▶ _Description of the task_:
All lines below containing "Кляновая" are to be listed.

▶ _Source data_:
──────────

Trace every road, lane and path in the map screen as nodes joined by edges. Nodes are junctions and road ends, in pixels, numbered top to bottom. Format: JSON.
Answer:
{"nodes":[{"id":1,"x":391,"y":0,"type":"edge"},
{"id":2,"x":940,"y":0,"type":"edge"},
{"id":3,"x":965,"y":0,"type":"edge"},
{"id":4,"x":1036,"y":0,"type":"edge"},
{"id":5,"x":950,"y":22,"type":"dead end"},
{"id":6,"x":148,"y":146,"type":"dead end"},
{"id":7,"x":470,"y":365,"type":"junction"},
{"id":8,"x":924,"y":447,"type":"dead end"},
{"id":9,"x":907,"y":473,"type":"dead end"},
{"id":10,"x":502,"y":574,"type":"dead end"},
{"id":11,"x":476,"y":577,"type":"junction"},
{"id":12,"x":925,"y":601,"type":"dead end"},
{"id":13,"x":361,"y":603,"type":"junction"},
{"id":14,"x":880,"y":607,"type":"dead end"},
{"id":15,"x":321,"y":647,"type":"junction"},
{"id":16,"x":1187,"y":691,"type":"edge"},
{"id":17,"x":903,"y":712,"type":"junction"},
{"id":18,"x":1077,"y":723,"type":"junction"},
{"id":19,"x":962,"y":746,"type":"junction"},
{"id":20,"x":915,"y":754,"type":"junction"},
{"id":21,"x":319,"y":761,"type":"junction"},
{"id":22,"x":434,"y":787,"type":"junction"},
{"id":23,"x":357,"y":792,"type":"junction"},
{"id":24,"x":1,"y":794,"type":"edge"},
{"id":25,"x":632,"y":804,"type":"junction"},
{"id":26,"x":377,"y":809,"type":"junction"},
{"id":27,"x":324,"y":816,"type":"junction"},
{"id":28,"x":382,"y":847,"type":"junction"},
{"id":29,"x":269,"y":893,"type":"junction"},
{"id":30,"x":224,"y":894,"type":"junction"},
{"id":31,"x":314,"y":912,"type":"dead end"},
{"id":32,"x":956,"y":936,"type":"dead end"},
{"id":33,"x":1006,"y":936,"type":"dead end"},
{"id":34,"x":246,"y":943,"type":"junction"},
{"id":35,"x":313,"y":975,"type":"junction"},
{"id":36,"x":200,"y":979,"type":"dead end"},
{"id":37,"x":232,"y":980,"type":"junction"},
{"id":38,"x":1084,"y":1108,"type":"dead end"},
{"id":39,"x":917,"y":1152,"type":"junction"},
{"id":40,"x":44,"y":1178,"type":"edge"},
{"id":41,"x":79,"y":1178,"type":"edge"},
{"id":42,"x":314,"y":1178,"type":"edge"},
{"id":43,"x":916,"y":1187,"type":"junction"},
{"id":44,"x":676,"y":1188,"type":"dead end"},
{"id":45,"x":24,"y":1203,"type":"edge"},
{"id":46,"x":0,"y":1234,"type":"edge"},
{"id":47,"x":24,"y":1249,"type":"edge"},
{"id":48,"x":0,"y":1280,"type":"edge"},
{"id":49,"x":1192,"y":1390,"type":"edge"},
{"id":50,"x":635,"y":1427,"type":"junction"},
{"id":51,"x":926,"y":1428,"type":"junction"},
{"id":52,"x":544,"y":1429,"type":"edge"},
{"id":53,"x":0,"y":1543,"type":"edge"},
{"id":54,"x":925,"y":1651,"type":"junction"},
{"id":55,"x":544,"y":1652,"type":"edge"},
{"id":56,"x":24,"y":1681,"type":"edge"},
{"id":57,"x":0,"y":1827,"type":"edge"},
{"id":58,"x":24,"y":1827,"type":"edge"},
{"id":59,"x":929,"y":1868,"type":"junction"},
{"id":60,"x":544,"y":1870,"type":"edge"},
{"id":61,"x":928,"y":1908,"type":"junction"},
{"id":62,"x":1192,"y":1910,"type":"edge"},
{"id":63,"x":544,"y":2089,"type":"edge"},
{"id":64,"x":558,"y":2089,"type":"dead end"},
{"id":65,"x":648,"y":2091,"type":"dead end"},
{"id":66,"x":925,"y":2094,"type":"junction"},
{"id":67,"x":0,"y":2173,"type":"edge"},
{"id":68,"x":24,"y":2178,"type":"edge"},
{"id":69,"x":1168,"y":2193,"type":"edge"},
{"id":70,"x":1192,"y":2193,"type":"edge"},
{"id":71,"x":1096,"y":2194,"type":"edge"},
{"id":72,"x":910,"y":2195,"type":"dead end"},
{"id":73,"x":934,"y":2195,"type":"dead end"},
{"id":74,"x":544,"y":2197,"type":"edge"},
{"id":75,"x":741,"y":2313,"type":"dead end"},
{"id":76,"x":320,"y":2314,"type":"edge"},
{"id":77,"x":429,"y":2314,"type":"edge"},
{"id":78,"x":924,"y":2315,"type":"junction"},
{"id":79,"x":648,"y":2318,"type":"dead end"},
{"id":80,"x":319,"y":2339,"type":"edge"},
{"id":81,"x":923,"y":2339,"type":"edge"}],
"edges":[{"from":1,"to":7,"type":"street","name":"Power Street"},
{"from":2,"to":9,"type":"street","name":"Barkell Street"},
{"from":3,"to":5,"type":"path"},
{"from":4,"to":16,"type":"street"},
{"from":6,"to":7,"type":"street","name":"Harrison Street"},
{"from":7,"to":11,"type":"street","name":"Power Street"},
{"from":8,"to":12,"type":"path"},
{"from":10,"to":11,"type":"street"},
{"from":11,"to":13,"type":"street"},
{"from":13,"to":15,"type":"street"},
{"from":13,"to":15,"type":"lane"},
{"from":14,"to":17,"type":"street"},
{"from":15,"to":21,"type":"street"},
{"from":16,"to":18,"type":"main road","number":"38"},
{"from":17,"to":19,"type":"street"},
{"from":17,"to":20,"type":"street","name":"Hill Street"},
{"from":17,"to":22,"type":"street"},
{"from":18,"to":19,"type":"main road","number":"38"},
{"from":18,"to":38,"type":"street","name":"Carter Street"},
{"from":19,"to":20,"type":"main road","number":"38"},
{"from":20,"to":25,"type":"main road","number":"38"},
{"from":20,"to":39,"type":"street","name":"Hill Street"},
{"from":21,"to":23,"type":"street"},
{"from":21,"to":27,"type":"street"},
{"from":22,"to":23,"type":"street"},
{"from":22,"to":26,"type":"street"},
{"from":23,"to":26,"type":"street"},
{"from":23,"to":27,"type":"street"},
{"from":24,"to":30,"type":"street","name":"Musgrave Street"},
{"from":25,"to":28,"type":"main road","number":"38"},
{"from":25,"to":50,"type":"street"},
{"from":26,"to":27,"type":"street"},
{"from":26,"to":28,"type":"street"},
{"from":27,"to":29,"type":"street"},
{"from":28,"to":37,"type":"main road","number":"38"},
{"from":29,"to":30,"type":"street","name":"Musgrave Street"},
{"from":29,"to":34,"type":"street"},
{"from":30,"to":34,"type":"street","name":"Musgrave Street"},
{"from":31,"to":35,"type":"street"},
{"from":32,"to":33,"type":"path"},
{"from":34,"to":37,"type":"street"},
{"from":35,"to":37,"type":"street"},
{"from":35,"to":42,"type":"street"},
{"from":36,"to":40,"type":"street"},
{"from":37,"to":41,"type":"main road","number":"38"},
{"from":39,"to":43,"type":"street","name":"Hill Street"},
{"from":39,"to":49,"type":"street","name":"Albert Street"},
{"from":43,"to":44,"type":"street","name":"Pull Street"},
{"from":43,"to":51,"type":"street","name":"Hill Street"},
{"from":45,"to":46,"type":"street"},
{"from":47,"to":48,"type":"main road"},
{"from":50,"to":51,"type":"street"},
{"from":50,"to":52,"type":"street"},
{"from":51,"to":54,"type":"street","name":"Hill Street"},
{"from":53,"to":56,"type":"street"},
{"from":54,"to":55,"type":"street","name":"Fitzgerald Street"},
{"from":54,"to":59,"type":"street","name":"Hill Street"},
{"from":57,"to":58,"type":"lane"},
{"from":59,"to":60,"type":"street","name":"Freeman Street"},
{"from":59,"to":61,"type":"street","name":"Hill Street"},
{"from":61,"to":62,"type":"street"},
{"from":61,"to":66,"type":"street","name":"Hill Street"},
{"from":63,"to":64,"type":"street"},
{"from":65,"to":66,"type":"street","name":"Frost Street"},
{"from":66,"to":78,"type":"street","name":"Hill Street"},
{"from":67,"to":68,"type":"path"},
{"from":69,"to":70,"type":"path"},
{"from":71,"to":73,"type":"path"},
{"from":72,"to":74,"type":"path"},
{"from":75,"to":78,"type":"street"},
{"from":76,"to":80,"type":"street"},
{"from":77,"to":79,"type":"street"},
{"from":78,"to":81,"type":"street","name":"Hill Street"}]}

──────────

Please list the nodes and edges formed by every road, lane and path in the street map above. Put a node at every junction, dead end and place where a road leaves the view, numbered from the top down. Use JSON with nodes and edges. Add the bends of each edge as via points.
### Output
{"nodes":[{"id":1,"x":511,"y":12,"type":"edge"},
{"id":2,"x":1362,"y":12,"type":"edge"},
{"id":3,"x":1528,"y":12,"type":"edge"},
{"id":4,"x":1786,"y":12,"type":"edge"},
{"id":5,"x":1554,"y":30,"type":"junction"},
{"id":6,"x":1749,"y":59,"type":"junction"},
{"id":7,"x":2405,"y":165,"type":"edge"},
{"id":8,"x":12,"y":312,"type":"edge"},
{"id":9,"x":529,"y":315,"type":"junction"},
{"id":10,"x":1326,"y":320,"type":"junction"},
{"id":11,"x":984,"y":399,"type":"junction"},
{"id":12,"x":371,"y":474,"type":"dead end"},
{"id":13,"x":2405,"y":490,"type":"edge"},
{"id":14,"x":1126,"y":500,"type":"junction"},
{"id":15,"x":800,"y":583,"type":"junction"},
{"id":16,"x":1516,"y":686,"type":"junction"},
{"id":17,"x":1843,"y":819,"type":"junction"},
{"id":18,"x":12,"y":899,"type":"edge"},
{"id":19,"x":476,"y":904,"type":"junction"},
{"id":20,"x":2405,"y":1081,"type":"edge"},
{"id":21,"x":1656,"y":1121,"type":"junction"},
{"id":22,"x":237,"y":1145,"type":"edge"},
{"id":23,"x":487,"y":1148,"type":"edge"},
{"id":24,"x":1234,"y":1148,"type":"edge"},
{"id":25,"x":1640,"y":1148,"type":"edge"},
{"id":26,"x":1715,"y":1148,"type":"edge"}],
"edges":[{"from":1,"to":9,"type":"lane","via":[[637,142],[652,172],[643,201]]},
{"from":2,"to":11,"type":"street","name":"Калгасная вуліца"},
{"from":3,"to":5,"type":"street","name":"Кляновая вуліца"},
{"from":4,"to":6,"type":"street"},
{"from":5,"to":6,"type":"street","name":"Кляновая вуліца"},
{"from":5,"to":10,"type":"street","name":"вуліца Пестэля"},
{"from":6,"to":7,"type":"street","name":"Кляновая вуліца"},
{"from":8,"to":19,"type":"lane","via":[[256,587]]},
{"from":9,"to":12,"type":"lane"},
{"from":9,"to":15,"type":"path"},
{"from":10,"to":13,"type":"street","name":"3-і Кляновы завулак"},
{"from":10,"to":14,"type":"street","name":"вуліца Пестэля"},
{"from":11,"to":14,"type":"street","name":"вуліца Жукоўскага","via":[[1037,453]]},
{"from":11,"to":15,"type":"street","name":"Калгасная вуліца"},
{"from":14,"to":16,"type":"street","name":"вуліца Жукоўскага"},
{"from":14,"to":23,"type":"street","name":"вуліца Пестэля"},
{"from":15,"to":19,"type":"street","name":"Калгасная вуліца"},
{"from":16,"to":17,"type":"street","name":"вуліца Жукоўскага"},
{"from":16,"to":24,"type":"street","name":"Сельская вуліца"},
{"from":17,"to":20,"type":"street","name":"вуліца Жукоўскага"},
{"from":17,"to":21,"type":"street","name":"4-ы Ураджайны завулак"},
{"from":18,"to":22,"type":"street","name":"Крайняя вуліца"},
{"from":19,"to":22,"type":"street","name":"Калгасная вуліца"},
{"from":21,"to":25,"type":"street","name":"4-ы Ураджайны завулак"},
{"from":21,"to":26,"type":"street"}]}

──────────

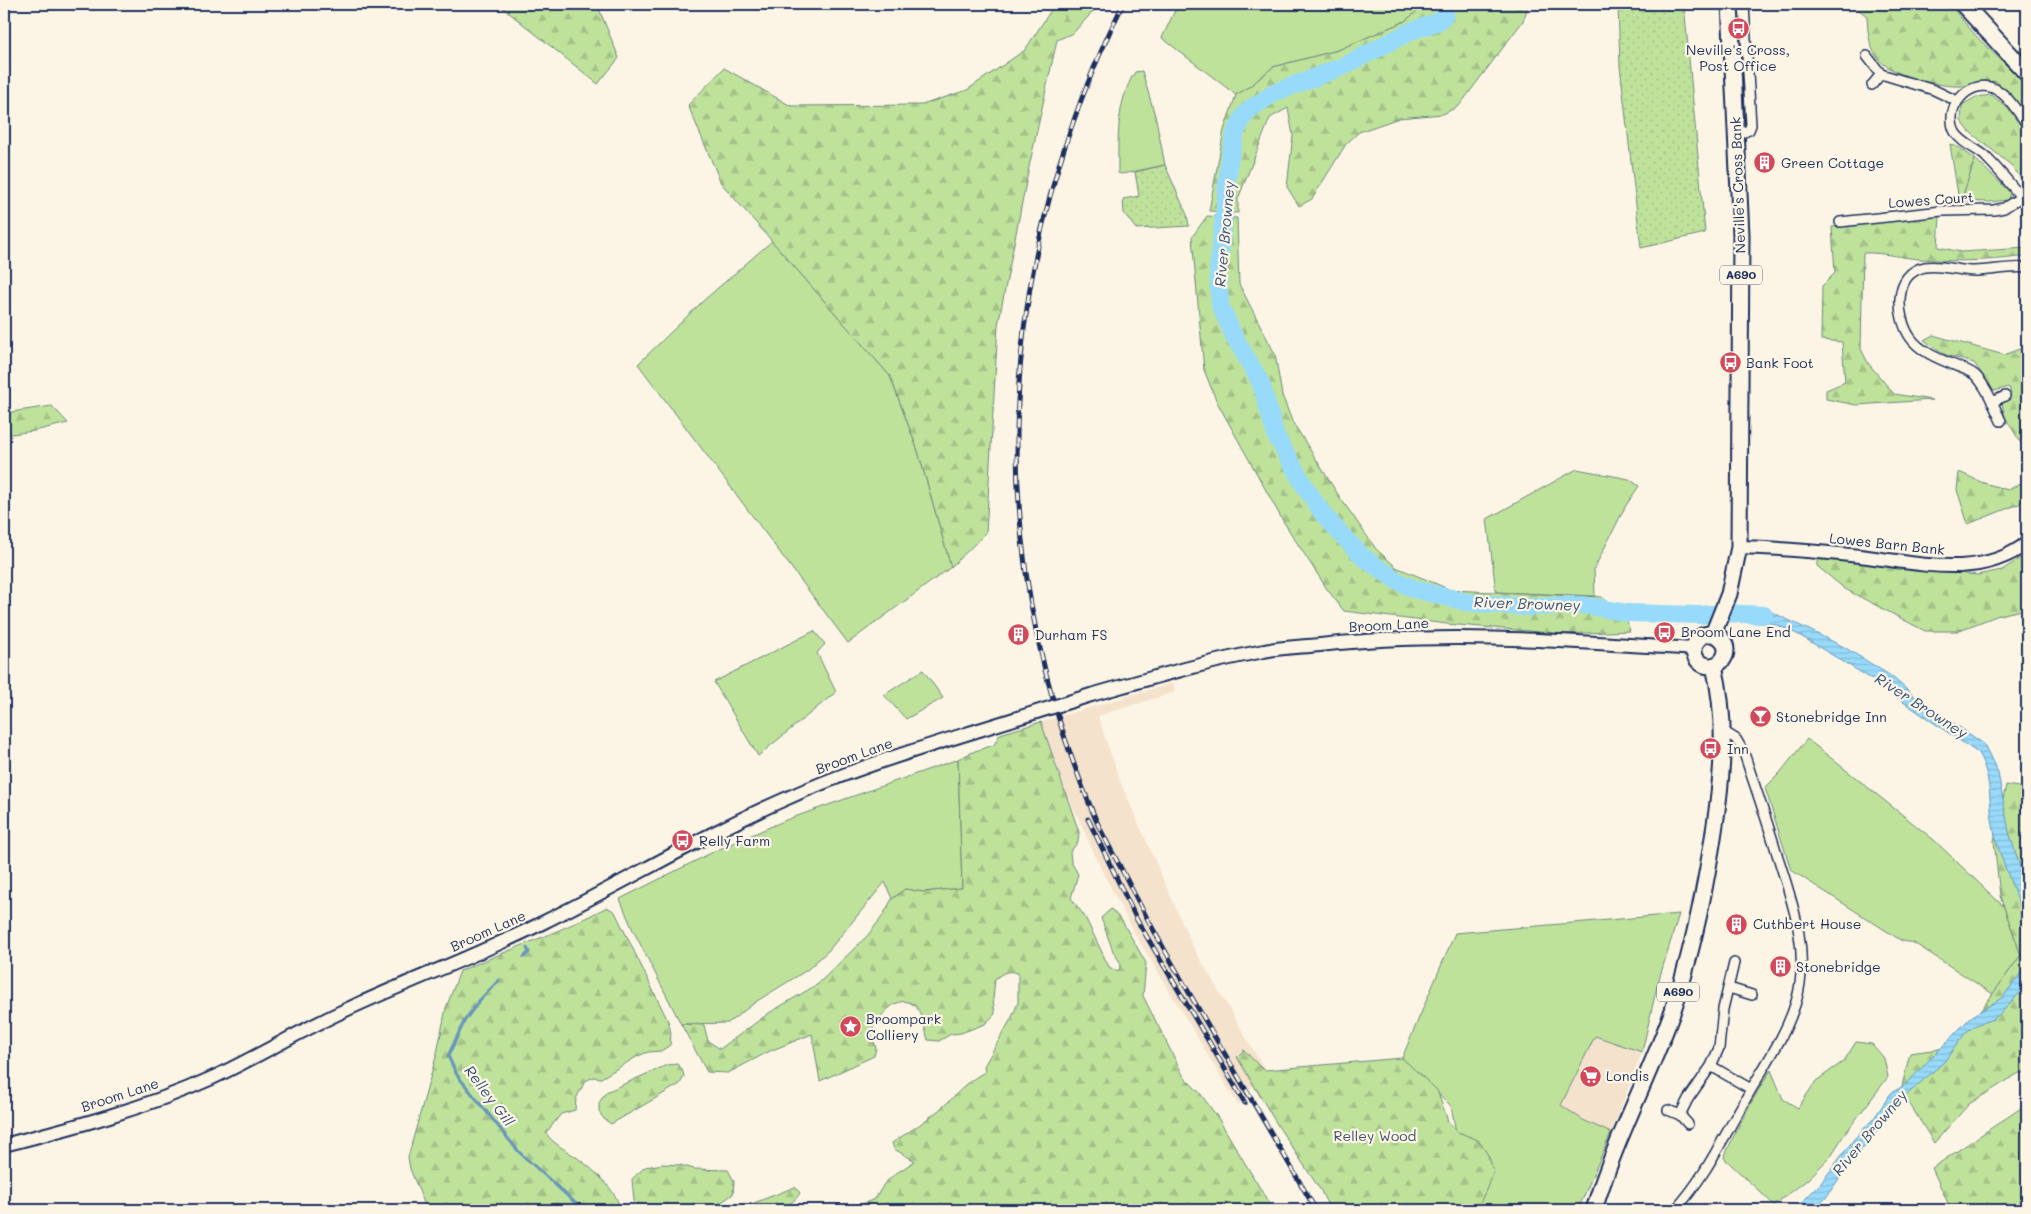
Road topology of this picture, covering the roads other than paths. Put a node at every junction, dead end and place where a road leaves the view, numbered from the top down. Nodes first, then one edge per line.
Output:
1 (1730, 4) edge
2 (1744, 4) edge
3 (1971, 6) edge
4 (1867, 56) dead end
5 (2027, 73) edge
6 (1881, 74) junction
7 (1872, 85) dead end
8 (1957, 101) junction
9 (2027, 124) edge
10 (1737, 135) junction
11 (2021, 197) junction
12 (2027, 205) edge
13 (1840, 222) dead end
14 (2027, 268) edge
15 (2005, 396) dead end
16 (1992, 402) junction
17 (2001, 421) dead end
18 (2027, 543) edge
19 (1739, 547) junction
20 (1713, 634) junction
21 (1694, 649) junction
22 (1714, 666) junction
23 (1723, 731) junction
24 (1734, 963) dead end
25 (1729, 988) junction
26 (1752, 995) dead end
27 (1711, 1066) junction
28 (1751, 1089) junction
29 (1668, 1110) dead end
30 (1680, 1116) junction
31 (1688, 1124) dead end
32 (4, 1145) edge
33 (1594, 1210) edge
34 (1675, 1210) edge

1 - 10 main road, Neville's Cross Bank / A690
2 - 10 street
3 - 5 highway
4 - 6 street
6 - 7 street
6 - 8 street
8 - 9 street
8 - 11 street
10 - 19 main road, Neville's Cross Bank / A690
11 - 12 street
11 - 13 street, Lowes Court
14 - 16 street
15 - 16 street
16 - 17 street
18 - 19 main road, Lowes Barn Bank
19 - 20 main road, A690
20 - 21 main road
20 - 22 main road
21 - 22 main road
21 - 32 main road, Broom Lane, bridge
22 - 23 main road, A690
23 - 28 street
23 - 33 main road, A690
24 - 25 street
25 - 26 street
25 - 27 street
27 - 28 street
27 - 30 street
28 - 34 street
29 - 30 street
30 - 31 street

──────────

▶ _Task response_:
{"from":3,"to":5,"type":"street","name":"Кляновая вуліца"},
{"from":5,"to":6,"type":"street","name":"Кляновая вуліца"},
{"from":6,"to":7,"type":"street","name":"Кляновая вуліца"},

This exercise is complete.